Top of MATERIAL PROVIDED

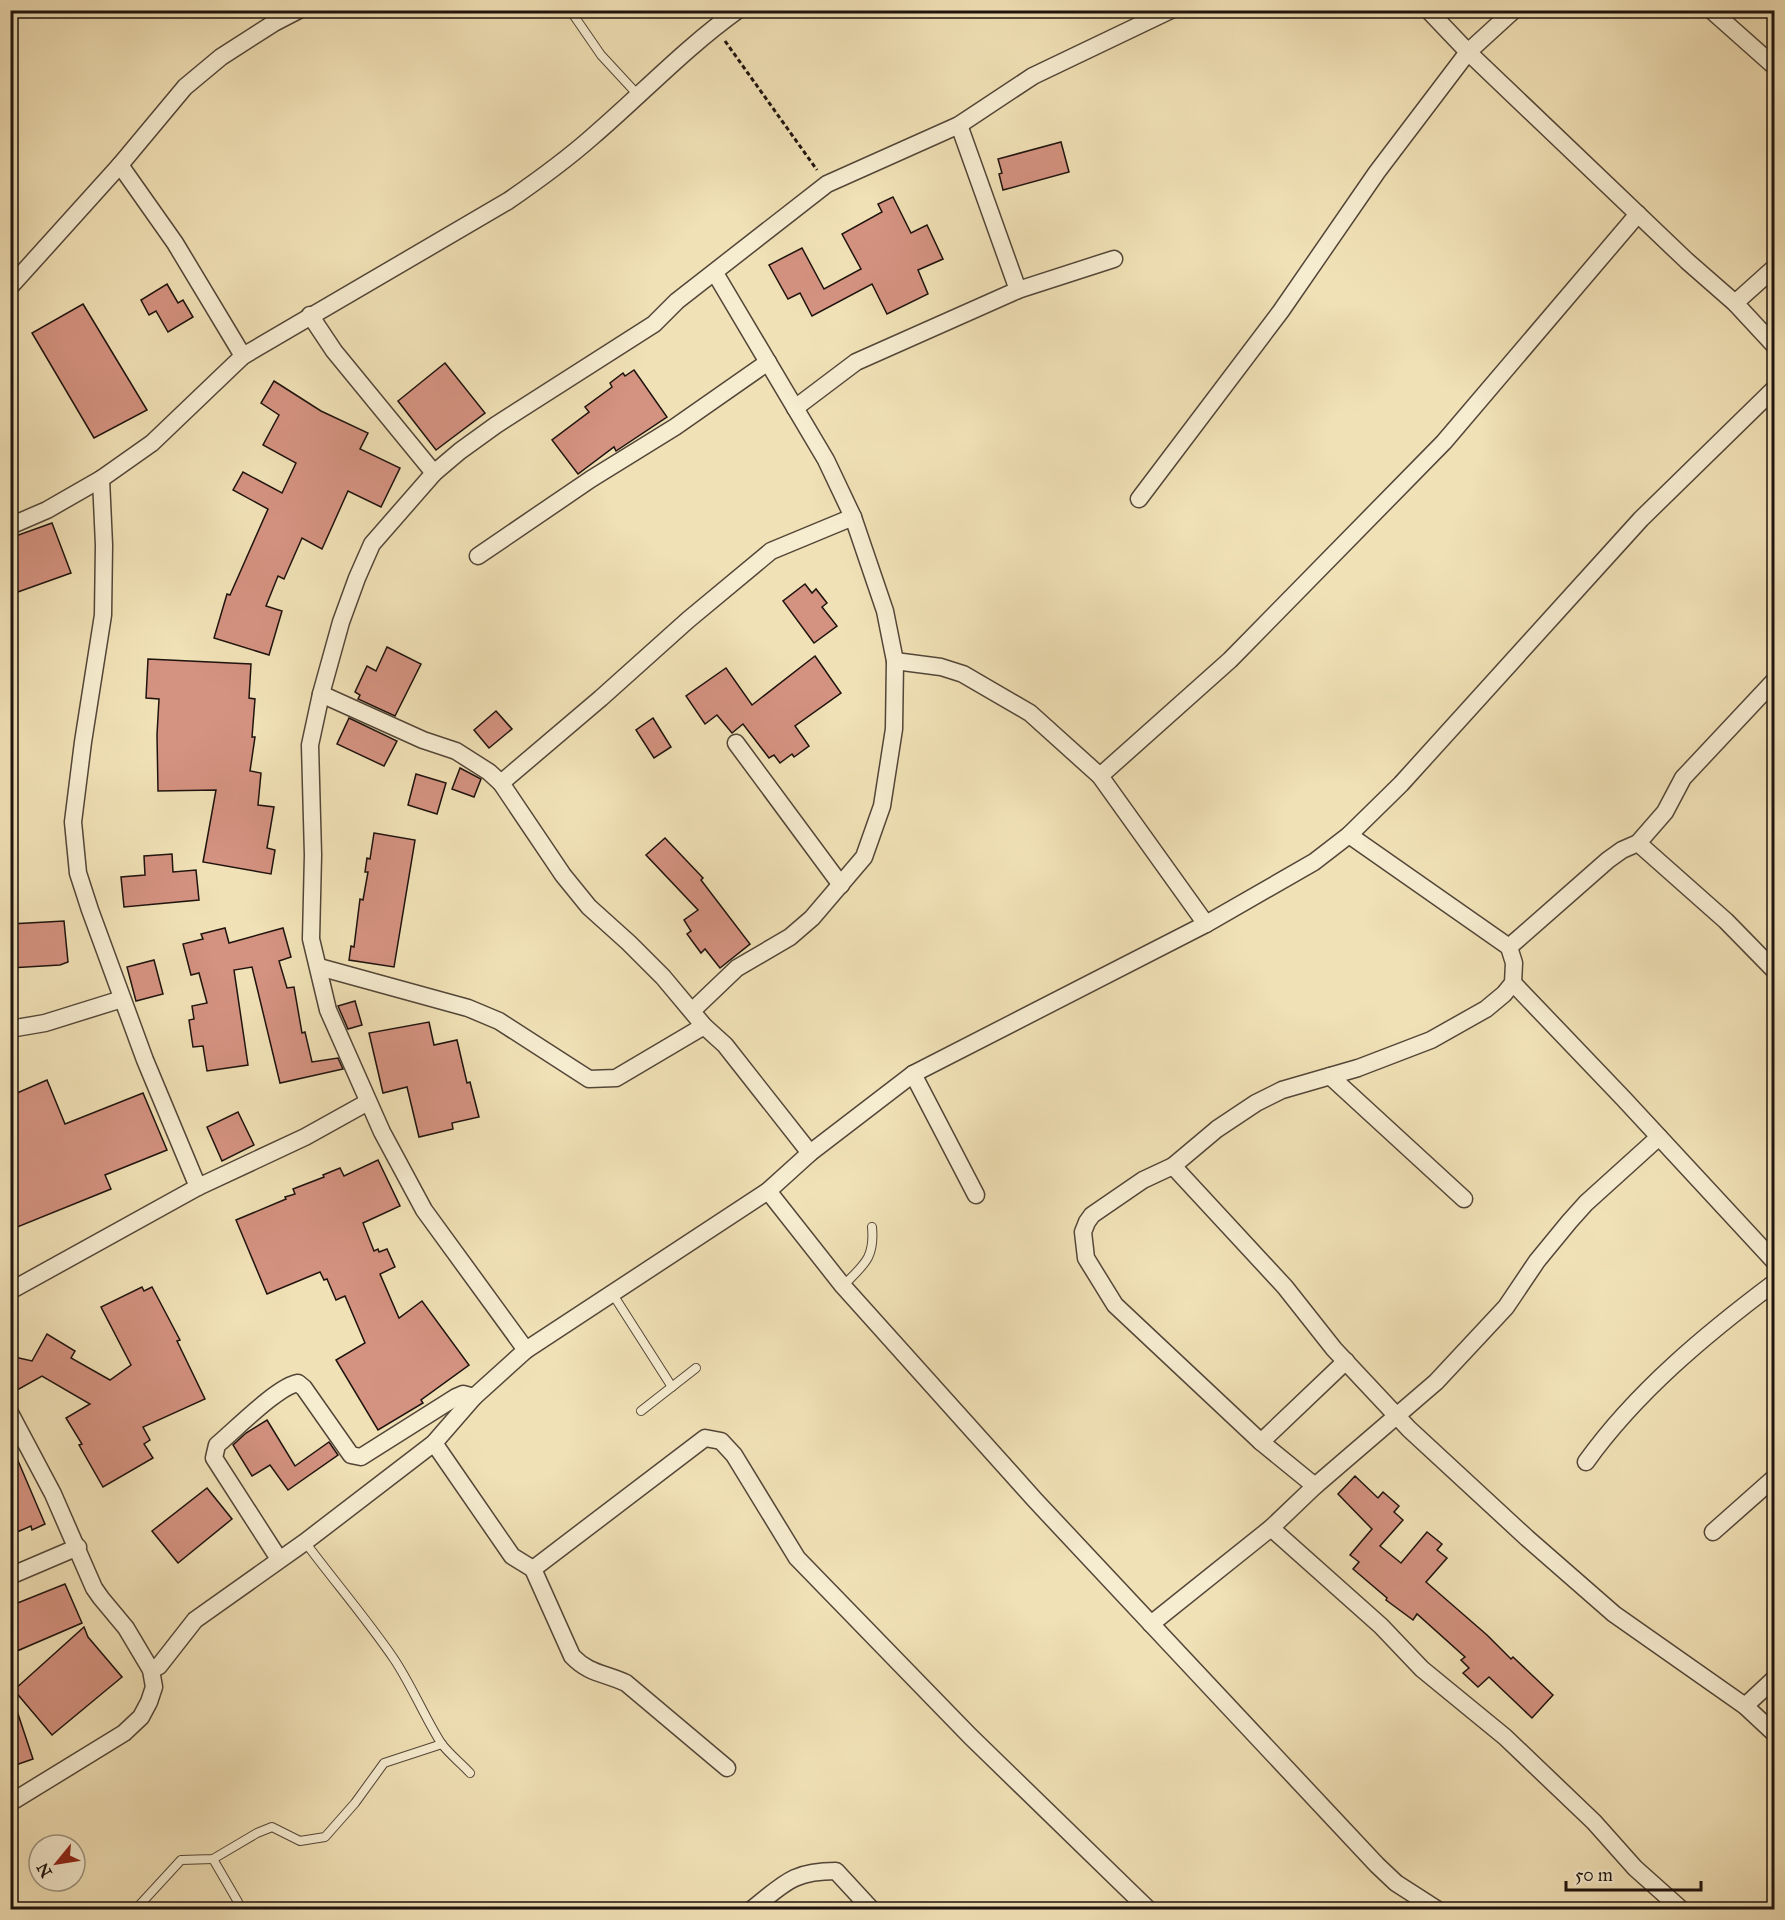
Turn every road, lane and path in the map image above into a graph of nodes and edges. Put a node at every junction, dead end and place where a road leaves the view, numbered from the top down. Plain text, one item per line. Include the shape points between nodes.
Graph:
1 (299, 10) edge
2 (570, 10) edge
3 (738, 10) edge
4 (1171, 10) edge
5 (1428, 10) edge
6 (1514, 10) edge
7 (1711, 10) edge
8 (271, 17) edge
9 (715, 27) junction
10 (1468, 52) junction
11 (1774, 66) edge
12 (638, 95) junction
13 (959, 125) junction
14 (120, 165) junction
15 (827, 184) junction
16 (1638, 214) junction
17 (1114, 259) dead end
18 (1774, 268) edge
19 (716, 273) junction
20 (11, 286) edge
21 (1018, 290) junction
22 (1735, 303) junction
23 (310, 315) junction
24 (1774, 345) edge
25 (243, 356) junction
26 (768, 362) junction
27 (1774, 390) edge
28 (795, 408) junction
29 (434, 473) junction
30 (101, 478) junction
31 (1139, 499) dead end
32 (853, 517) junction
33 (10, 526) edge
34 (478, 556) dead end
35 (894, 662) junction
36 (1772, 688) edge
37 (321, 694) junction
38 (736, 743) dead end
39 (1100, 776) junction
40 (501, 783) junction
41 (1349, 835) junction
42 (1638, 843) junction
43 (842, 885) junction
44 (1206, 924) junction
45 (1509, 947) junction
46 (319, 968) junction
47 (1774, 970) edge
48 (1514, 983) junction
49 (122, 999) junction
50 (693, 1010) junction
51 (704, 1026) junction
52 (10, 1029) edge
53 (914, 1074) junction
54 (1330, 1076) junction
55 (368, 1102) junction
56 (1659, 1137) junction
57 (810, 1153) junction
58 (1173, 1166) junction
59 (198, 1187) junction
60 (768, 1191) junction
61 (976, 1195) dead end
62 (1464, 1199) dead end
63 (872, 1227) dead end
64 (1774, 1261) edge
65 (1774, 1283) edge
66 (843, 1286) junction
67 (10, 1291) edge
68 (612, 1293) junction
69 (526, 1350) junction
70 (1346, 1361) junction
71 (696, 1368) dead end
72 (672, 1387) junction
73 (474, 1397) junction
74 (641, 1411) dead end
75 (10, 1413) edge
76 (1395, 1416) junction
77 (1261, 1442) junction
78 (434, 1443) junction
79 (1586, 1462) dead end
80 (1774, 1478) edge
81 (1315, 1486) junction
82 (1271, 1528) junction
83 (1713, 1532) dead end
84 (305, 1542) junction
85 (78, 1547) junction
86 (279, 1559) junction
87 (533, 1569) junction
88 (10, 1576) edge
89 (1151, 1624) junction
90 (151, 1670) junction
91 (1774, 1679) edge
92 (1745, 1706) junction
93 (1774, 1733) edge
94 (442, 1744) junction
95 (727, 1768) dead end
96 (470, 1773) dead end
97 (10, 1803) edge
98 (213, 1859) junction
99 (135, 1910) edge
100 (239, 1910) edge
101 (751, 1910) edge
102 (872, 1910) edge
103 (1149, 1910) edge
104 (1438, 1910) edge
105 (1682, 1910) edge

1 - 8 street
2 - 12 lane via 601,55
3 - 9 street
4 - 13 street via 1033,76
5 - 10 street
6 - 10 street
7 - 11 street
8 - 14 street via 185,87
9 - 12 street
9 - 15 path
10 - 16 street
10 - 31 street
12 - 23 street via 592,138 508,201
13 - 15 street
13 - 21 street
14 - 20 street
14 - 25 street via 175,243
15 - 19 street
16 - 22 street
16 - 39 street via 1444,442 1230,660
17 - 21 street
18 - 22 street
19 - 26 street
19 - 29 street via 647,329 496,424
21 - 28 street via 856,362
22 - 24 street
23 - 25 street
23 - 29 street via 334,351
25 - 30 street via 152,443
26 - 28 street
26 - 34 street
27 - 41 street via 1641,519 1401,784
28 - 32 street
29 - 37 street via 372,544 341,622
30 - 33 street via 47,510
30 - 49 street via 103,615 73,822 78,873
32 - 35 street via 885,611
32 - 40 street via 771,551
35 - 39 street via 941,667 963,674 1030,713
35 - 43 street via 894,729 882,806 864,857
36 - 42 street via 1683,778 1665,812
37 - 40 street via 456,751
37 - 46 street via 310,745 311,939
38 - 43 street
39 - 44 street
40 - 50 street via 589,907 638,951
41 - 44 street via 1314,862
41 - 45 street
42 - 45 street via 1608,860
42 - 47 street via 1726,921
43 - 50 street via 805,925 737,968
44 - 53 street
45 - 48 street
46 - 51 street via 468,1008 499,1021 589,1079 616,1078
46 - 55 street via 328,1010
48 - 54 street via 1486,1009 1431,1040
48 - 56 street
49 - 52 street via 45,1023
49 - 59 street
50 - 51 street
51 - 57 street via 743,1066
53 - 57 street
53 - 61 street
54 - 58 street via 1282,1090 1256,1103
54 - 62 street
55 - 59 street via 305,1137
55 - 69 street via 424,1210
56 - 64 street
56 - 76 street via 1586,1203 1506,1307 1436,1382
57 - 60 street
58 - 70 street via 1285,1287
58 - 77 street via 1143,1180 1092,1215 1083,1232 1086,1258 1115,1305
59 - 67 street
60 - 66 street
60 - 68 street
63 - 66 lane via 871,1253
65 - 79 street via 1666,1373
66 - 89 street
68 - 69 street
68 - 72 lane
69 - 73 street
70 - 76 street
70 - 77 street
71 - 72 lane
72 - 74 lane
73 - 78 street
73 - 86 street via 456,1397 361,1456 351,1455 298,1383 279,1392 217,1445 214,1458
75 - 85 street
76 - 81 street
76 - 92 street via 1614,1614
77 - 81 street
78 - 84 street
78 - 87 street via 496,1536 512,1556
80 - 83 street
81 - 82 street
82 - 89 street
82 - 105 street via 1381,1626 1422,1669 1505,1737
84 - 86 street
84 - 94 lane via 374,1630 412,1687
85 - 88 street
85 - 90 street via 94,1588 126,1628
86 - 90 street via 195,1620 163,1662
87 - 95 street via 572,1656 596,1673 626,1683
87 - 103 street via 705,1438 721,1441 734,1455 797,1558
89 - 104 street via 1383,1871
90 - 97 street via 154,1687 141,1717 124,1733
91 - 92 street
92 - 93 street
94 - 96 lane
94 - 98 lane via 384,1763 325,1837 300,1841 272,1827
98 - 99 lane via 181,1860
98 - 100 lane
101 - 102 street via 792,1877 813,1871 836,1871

Bottom of MATERIAL PROVIDED

● WHAT IS REQUIRED
Output the material above exactly, without pictures.

● WRITTEN SOLUTION
Turn every road, lane and path in the map image above into a graph of nodes and edges. Put a node at every junction, dead end and place where a road leaves the view, numbered from the top down. Plain text, one item per line. Include the shape points between nodes.
Graph:
1 (299, 10) edge
2 (570, 10) edge
3 (738, 10) edge
4 (1171, 10) edge
5 (1428, 10) edge
6 (1514, 10) edge
7 (1711, 10) edge
8 (271, 17) edge
9 (715, 27) junction
10 (1468, 52) junction
11 (1774, 66) edge
12 (638, 95) junction
13 (959, 125) junction
14 (120, 165) junction
15 (827, 184) junction
16 (1638, 214) junction
17 (1114, 259) dead end
18 (1774, 268) edge
19 (716, 273) junction
20 (11, 286) edge
21 (1018, 290) junction
22 (1735, 303) junction
23 (310, 315) junction
24 (1774, 345) edge
25 (243, 356) junction
26 (768, 362) junction
27 (1774, 390) edge
28 (795, 408) junction
29 (434, 473) junction
30 (101, 478) junction
31 (1139, 499) dead end
32 (853, 517) junction
33 (10, 526) edge
34 (478, 556) dead end
35 (894, 662) junction
36 (1772, 688) edge
37 (321, 694) junction
38 (736, 743) dead end
39 (1100, 776) junction
40 (501, 783) junction
41 (1349, 835) junction
42 (1638, 843) junction
43 (842, 885) junction
44 (1206, 924) junction
45 (1509, 947) junction
46 (319, 968) junction
47 (1774, 970) edge
48 (1514, 983) junction
49 (122, 999) junction
50 (693, 1010) junction
51 (704, 1026) junction
52 (10, 1029) edge
53 (914, 1074) junction
54 (1330, 1076) junction
55 (368, 1102) junction
56 (1659, 1137) junction
57 (810, 1153) junction
58 (1173, 1166) junction
59 (198, 1187) junction
60 (768, 1191) junction
61 (976, 1195) dead end
62 (1464, 1199) dead end
63 (872, 1227) dead end
64 (1774, 1261) edge
65 (1774, 1283) edge
66 (843, 1286) junction
67 (10, 1291) edge
68 (612, 1293) junction
69 (526, 1350) junction
70 (1346, 1361) junction
71 (696, 1368) dead end
72 (672, 1387) junction
73 (474, 1397) junction
74 (641, 1411) dead end
75 (10, 1413) edge
76 (1395, 1416) junction
77 (1261, 1442) junction
78 (434, 1443) junction
79 (1586, 1462) dead end
80 (1774, 1478) edge
81 (1315, 1486) junction
82 (1271, 1528) junction
83 (1713, 1532) dead end
84 (305, 1542) junction
85 (78, 1547) junction
86 (279, 1559) junction
87 (533, 1569) junction
88 (10, 1576) edge
89 (1151, 1624) junction
90 (151, 1670) junction
91 (1774, 1679) edge
92 (1745, 1706) junction
93 (1774, 1733) edge
94 (442, 1744) junction
95 (727, 1768) dead end
96 (470, 1773) dead end
97 (10, 1803) edge
98 (213, 1859) junction
99 (135, 1910) edge
100 (239, 1910) edge
101 (751, 1910) edge
102 (872, 1910) edge
103 (1149, 1910) edge
104 (1438, 1910) edge
105 (1682, 1910) edge

1 - 8 street
2 - 12 lane via 601,55
3 - 9 street
4 - 13 street via 1033,76
5 - 10 street
6 - 10 street
7 - 11 street
8 - 14 street via 185,87
9 - 12 street
9 - 15 path
10 - 16 street
10 - 31 street
12 - 23 street via 592,138 508,201
13 - 15 street
13 - 21 street
14 - 20 street
14 - 25 street via 175,243
15 - 19 street
16 - 22 street
16 - 39 street via 1444,442 1230,660
17 - 21 street
18 - 22 street
19 - 26 street
19 - 29 street via 647,329 496,424
21 - 28 street via 856,362
22 - 24 street
23 - 25 street
23 - 29 street via 334,351
25 - 30 street via 152,443
26 - 28 street
26 - 34 street
27 - 41 street via 1641,519 1401,784
28 - 32 street
29 - 37 street via 372,544 341,622
30 - 33 street via 47,510
30 - 49 street via 103,615 73,822 78,873
32 - 35 street via 885,611
32 - 40 street via 771,551
35 - 39 street via 941,667 963,674 1030,713
35 - 43 street via 894,729 882,806 864,857
36 - 42 street via 1683,778 1665,812
37 - 40 street via 456,751
37 - 46 street via 310,745 311,939
38 - 43 street
39 - 44 street
40 - 50 street via 589,907 638,951
41 - 44 street via 1314,862
41 - 45 street
42 - 45 street via 1608,860
42 - 47 street via 1726,921
43 - 50 street via 805,925 737,968
44 - 53 street
45 - 48 street
46 - 51 street via 468,1008 499,1021 589,1079 616,1078
46 - 55 street via 328,1010
48 - 54 street via 1486,1009 1431,1040
48 - 56 street
49 - 52 street via 45,1023
49 - 59 street
50 - 51 street
51 - 57 street via 743,1066
53 - 57 street
53 - 61 street
54 - 58 street via 1282,1090 1256,1103
54 - 62 street
55 - 59 street via 305,1137
55 - 69 street via 424,1210
56 - 64 street
56 - 76 street via 1586,1203 1506,1307 1436,1382
57 - 60 street
58 - 70 street via 1285,1287
58 - 77 street via 1143,1180 1092,1215 1083,1232 1086,1258 1115,1305
59 - 67 street
60 - 66 street
60 - 68 street
63 - 66 lane via 871,1253
65 - 79 street via 1666,1373
66 - 89 street
68 - 69 street
68 - 72 lane
69 - 73 street
70 - 76 street
70 - 77 street
71 - 72 lane
72 - 74 lane
73 - 78 street
73 - 86 street via 456,1397 361,1456 351,1455 298,1383 279,1392 217,1445 214,1458
75 - 85 street
76 - 81 street
76 - 92 street via 1614,1614
77 - 81 street
78 - 84 street
78 - 87 street via 496,1536 512,1556
80 - 83 street
81 - 82 street
82 - 89 street
82 - 105 street via 1381,1626 1422,1669 1505,1737
84 - 86 street
84 - 94 lane via 374,1630 412,1687
85 - 88 street
85 - 90 street via 94,1588 126,1628
86 - 90 street via 195,1620 163,1662
87 - 95 street via 572,1656 596,1673 626,1683
87 - 103 street via 705,1438 721,1441 734,1455 797,1558
89 - 104 street via 1383,1871
90 - 97 street via 154,1687 141,1717 124,1733
91 - 92 street
92 - 93 street
94 - 96 lane
94 - 98 lane via 384,1763 325,1837 300,1841 272,1827
98 - 99 lane via 181,1860
98 - 100 lane
101 - 102 street via 792,1877 813,1871 836,1871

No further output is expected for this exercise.